Keeping On, Feeling Fresh

So having set up my wonderful efficient productivity app, what happened next?

Things got busy of course, with kids requiring ferrying to and from school exams, and changes to my work schedule and life in general. And when I finally had time to look up, I realised that my motivation had disappeared. Looking at all the neat little plans was like looking at something written by a stranger.

Overall, my target hadn’t changed, what I’d set up was still there and my abilities didn’t disappear, so what was wrong?

Everything was work. I’m sure I’m not the only one feeling like this in the last year. When everyone is home all day everyday, even in the most equal of households everything becomes a duty, a task that must be done. The breakfast, the washing up, loading the dishwasher, putting out the clothes, reminding everyone of their homework, keeping track of class times to figure out meal times, it’s all another thing on the list of things that must be done.

In the normal times, there was an illusion of freedom in that we could ideally head off on a weekend or even midweek and go wherever we pleased and leave home and work behind. That could be a trip to the beach, a drive in the mountains or just sitting people-watching in a cafe.

But for a significant portion of the last year, everyone is home, and the virus has been raging. It’s not helped by the peculiarities of the Turkish response to the pandemic which involved restrictions on people under 20 years or over 65 years going outside apart from a few hours a day, evening lockdowns and weekend lockdowns. In short, any time that was not peak work times were lockdown times. The lockdowns were strict too, you’ were only supposed to go to a shop in walking distance for essentials open certain hours of the day. Of course the enforcement was variable, and there are stories of people taking a shopping bag in hand and wandering at will. If you were working, and have the documents to prove it, you were free to go about your business.

But for us that has meant that over the winter and into the spring any time that wasn’t working time was lockdown time.

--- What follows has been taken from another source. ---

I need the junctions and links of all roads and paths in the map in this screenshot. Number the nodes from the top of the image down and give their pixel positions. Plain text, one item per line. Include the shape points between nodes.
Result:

I recently read ‘Writing Down the Bones’ by Natalie Goldberg. I’ve heard much about this book through the years but I’d never read the whole thing. So down I sat and the amazing revelation of writing as a practice, as something like piano scales or guitar chord repetitions, slapped me in the face.

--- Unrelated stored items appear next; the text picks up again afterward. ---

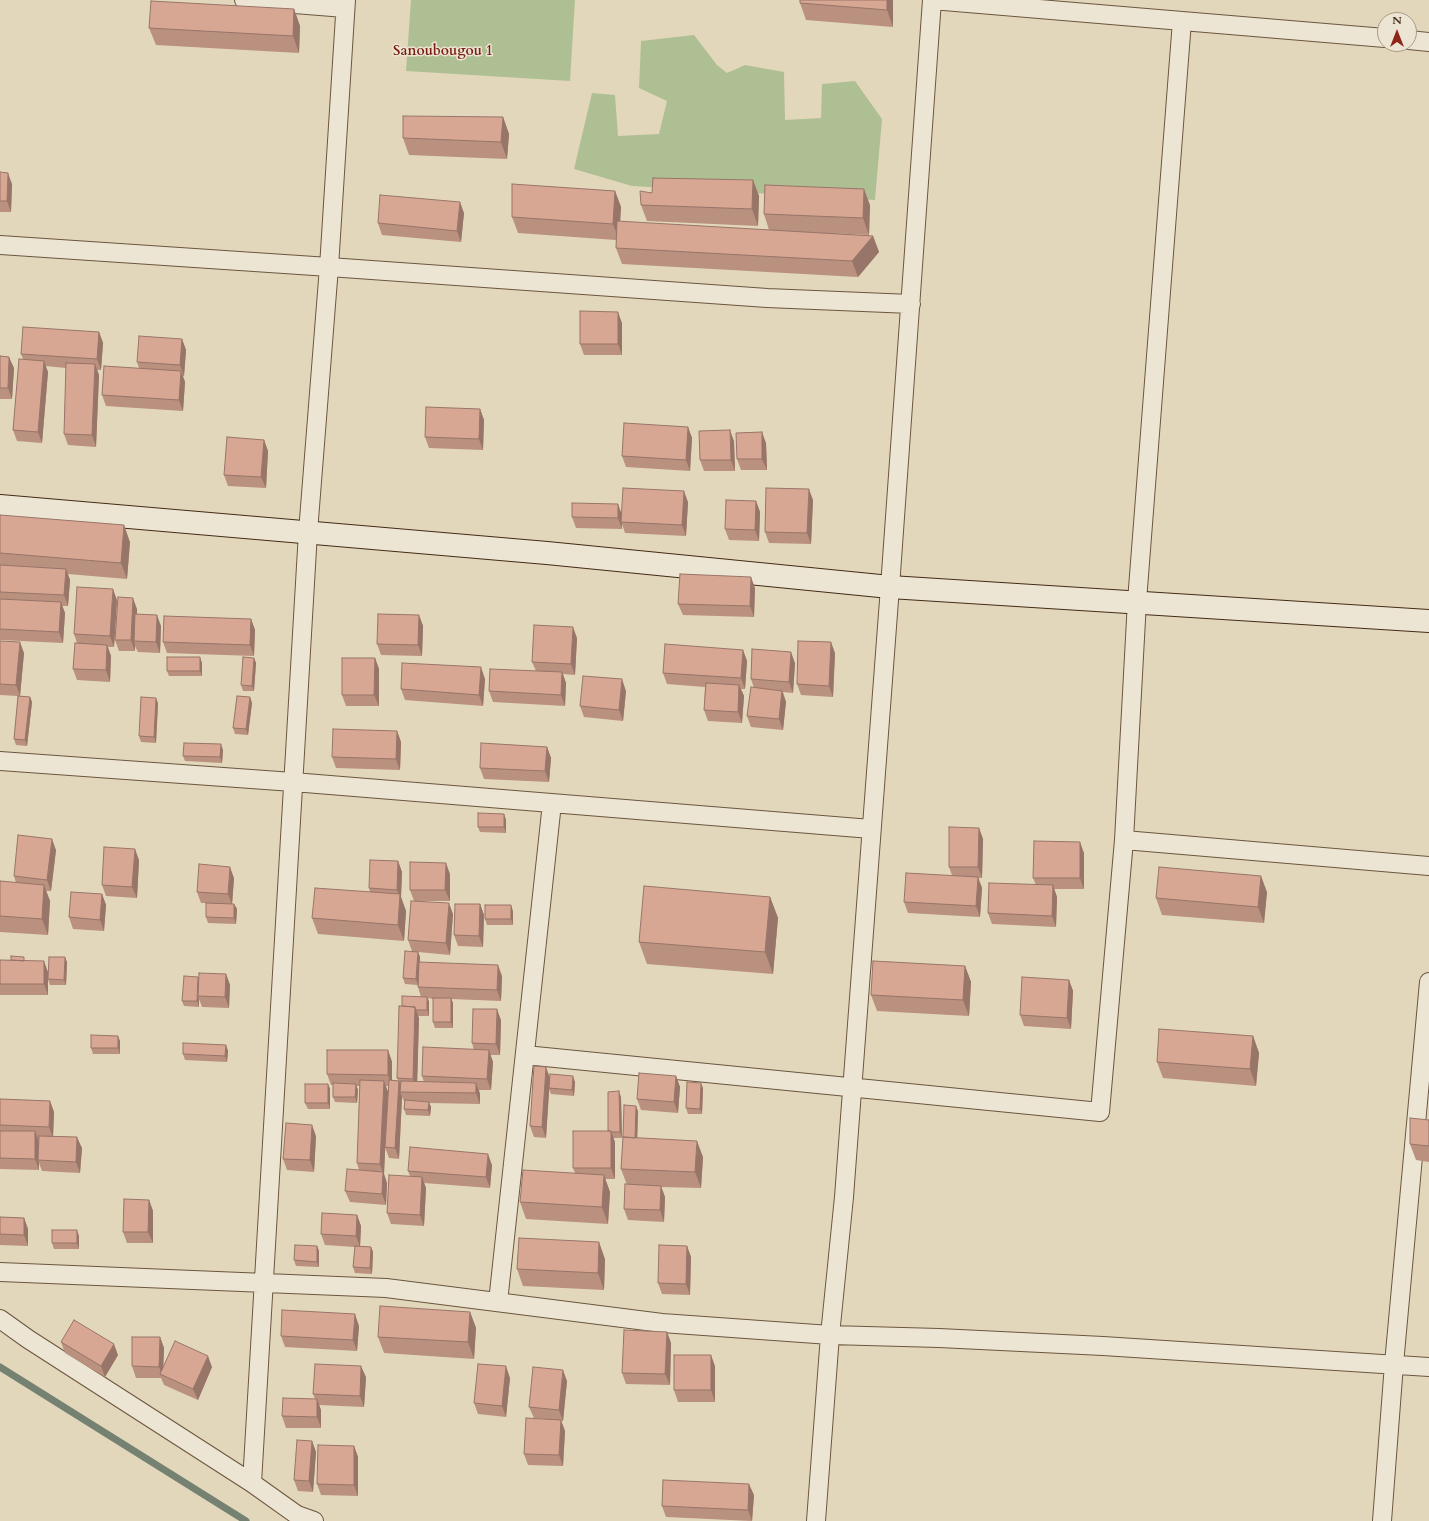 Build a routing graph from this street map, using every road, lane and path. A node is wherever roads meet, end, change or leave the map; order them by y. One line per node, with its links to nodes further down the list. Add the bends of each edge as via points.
1 (244, 0): 3 (street)
2 (932, 0): 4 (street); 10 (street)
3 (346, 4): 9 (street)
4 (1182, 21): 5 (street); 14 (street)
5 (1377, 37)
6 (1417, 41): 7 (street)
7 (1429, 42)
8 (0, 245): 9 (street)
9 (329, 266): 10 (street, via 766,298); 12 (street)
10 (911, 304): 13 (street)
11 (0, 506): 12 (street)
12 (308, 532): 13 (street); 17 (street)
13 (890, 587): 14 (street); 19 (street)
14 (1137, 601): 15 (street); 20 (street)
15 (1429, 621)
16 (0, 761): 17 (street)
17 (293, 782): 18 (street); 26 (street)
18 (552, 803): 19 (street); 23 (street)
19 (871, 829): 24 (street)
20 (1124, 840): 21 (street); 24 (street, via 1100,1112)
21 (1429, 866)
22 (1429, 982): 30 (street)
23 (525, 1055): 24 (street); 27 (street)
24 (852, 1087): 29 (street)
25 (0, 1272): 26 (street)
26 (264, 1282): 27 (street, via 386,1288); 32 (street)
27 (498, 1302): 29 (street, via 662,1322)
28 (0, 1319): 32 (street)
29 (830, 1335): 30 (street, via 978,1340); 34 (street)
30 (1394, 1364): 31 (street); 35 (street)
31 (1429, 1367)
32 (252, 1483): 33 (street, via 297,1515)
33 (314, 1521)
34 (816, 1521)
35 (1382, 1521)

With all the talk of ‘platform’ and ‘content’ and the current need to ‘monetize’ everything, from simple hobbies to complicated careers, it can be easy to forget that enjoyment should be a part of the process.

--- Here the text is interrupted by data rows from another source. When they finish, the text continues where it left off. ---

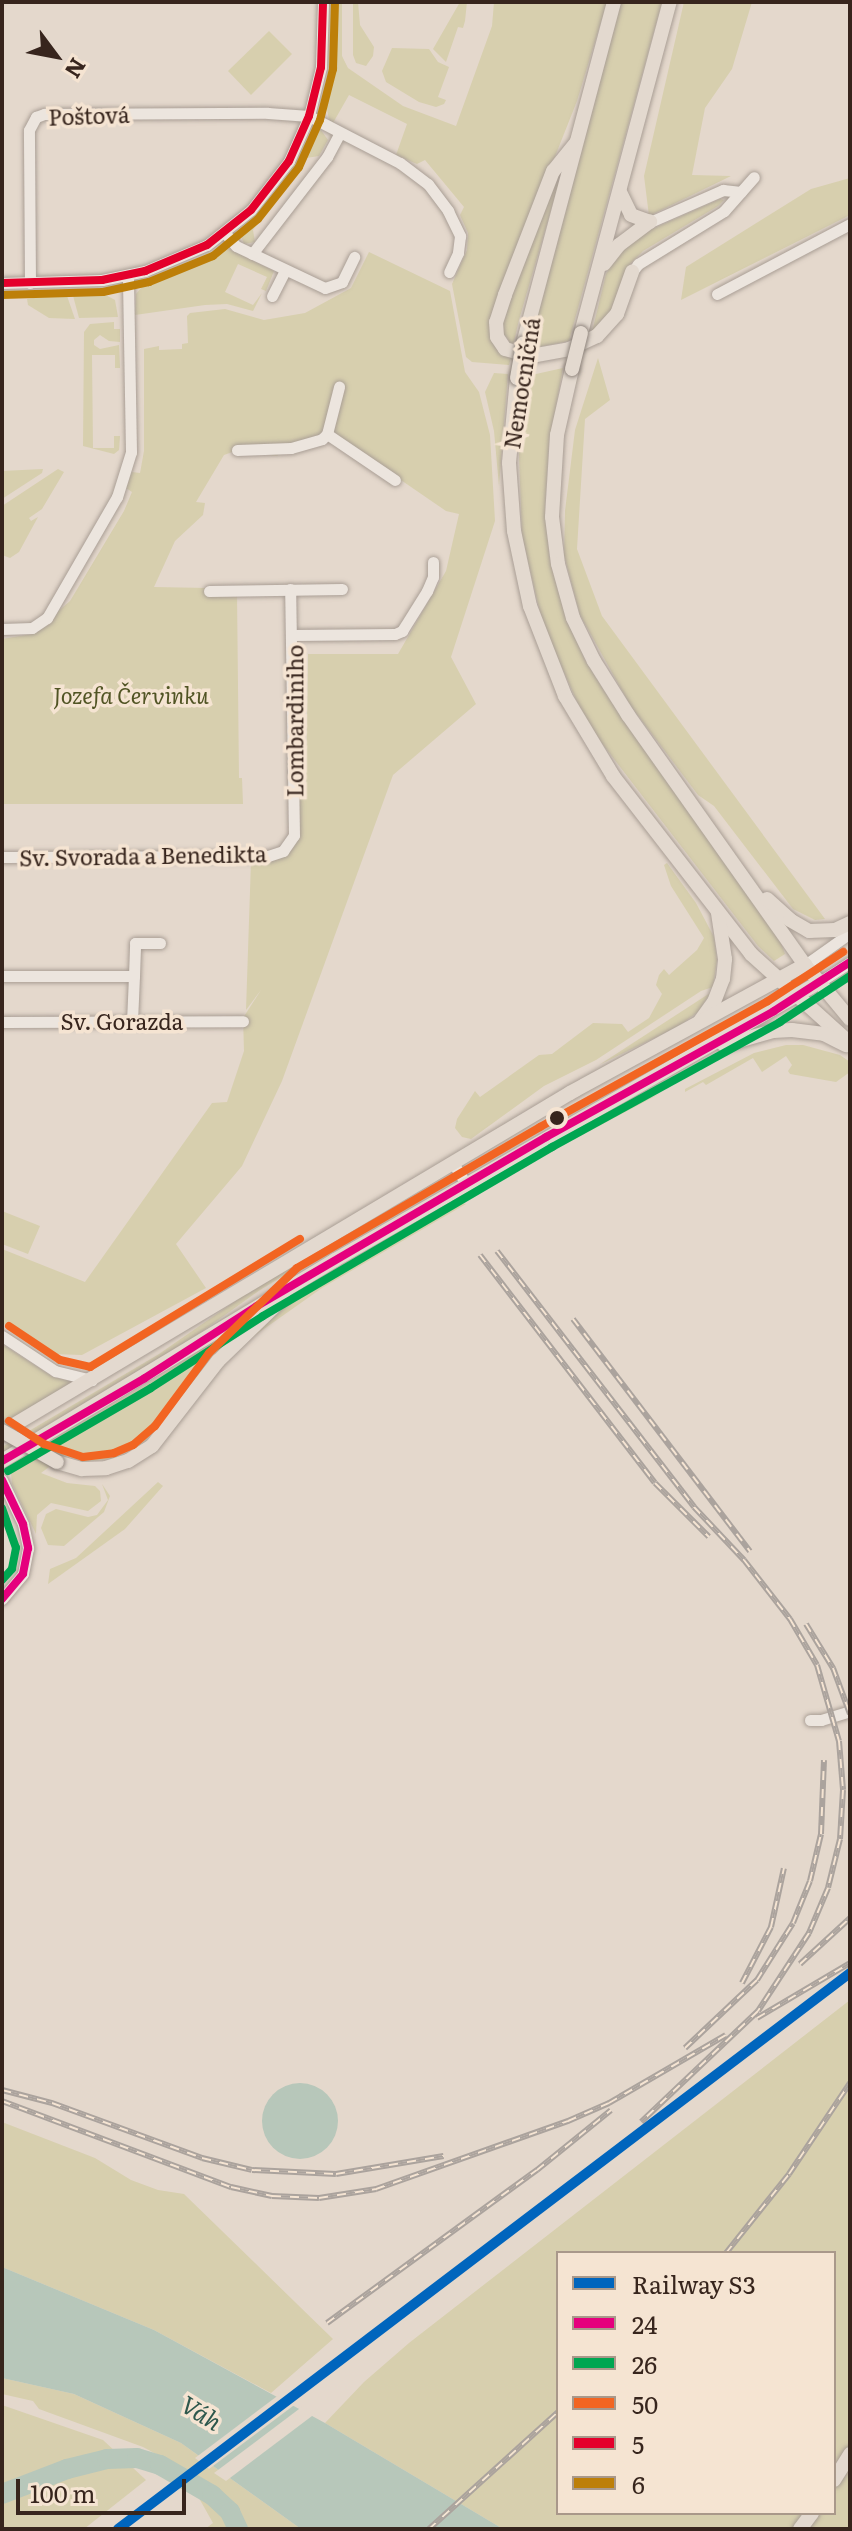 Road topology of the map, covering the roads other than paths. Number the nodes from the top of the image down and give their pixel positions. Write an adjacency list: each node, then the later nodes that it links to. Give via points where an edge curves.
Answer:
1 (323, 2): 4 (street, via 321,67)
2 (614, 2): 6 (main road, Nemocničná)
3 (670, 2): 8 (main road, Nemocničná)
4 (309, 116): 5 (street); 12 (street, via 279,177); 21 (street, Poštová, via 36,117 29,130)
5 (340, 133): 13 (street); 17 (street, via 417,174 440,200 460,236)
6 (576, 143): 18 (main road, via 553,171 505,295 497,337 505,349 531,356 569,349 597,336 617,314); 37 (main road, Nemocničná, bridge, via 517,378 510,436 511,497 521,569 539,636 592,744)
7 (754, 177): 9 (street)
8 (620, 192): 10 (main road, via 631,215); 16 (main road, Nemocničná)
9 (741, 192): 10 (street, via 723,190); 18 (street, via 724,211)
10 (650, 222): 16 (main road, via 619,245)
11 (850, 224): 22 (street)
12 (225, 233): 13 (street); 19 (street, via 189,255)
13 (252, 254): 15 (street)
14 (354, 257): 15 (street, via 342,282 332,288)
15 (285, 271): 23 (street)
16 (598, 271): 36 (main road, Nemocničná, bridge, via 557,435 552,505 558,564 573,618 606,682)
17 (449, 272)
18 (632, 272)
19 (128, 275): 21 (street); 32 (street, via 131,452 117,497 47,618 32,628)
20 (2, 283): 21 (street)
21 (30, 283)
22 (717, 294)
23 (272, 296)
24 (339, 387): 25 (street)
25 (327, 434): 26 (street, via 291,448); 27 (street)
26 (237, 450)
27 (395, 480)
28 (433, 562): 33 (street, via 427,591 402,631)
29 (290, 589): 30 (street); 31 (street); 33 (street, Lombardiniho)
30 (342, 589)
31 (209, 591)
32 (2, 629)
33 (293, 635): 34 (street, Lombardiniho, via 294,835)
34 (283, 851): 35 (street, Sv. Svorada a Benedikta, via 268,856)
35 (2, 857)
36 (748, 881): 38 (main road, via 809,931); 42 (main road, Nemocničná)
37 (718, 913): 45 (main road, Nemocničná); 52 (main road, via 723,979 714,1002)
38 (850, 923)
39 (850, 933): 42 (street)
40 (160, 943): 44 (street, via 135,943)
41 (850, 962): 46 (street)
42 (805, 965): 45 (main road); 46 (main road, Nemocničná)
43 (2, 976): 44 (street)
44 (134, 976): 51 (street)
45 (780, 980): 47 (main road, Nemocničná); 52 (main road)
46 (818, 983): 47 (main road); 48 (main road, Nemocničná)
47 (798, 995): 53 (main road, Nemocničná); 54 (main road)
48 (850, 1019)
49 (243, 1021): 51 (street, Sv. Gorazda)
50 (2, 1022): 51 (street, Sv. Gorazda)
51 (132, 1022)
52 (693, 1027): 55 (main road)
53 (850, 1046): 54 (main road, via 824,1034 792,1030)
54 (701, 1052): 56 (main road)
55 (453, 1163): 56 (street); 57 (main road)
56 (466, 1184): 58 (main road)
57 (322, 1240): 58 (street); 61 (main road)
58 (335, 1260): 59 (main road)
59 (304, 1278): 62 (main road, bridge, via 218,1361 152,1446 128,1461 82,1469 57,1462); 63 (main road)
60 (2, 1336): 61 (street, via 55,1371)
61 (92, 1380): 62 (main road)
62 (2, 1431)
63 (2, 1461)
64 (2, 1480): 65 (street, via 28,1548 23,1574)
65 (2, 1599)
66 (850, 1711): 67 (street)
67 (810, 1720)
68 (850, 2454): 70 (main road)
69 (850, 2469): 71 (main road)
70 (836, 2477)
71 (836, 2485)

Is the purpose to be a writer? As in someone who writes with reasonable regularity? Or is it to be a celebrity? As in someone who spends more time focusing on social media than writing? Both? Sometimes one, sometimes the other?

There is no wrong choice; they are all excellent ways to spend your free time, or even pursue professionally. I find social media endlessly fascinating but also exhausting. A choice has to be made about what the focus is, even if only for this particular moment.

My feelings about writing are like a kaleidoscope continuously changing and filtering a myriad of tiny particles that tumble into a pattern for a brief moment. Just as I think I have a handle on what I want to do, the patterns change, become chaotic and then settle into something different. I used to feel this was a weakness, an inability to focus fully and to finish fully. But perhaps this is all just practice, and finishing and focusing don’t matter as much as the path taken, the process itself.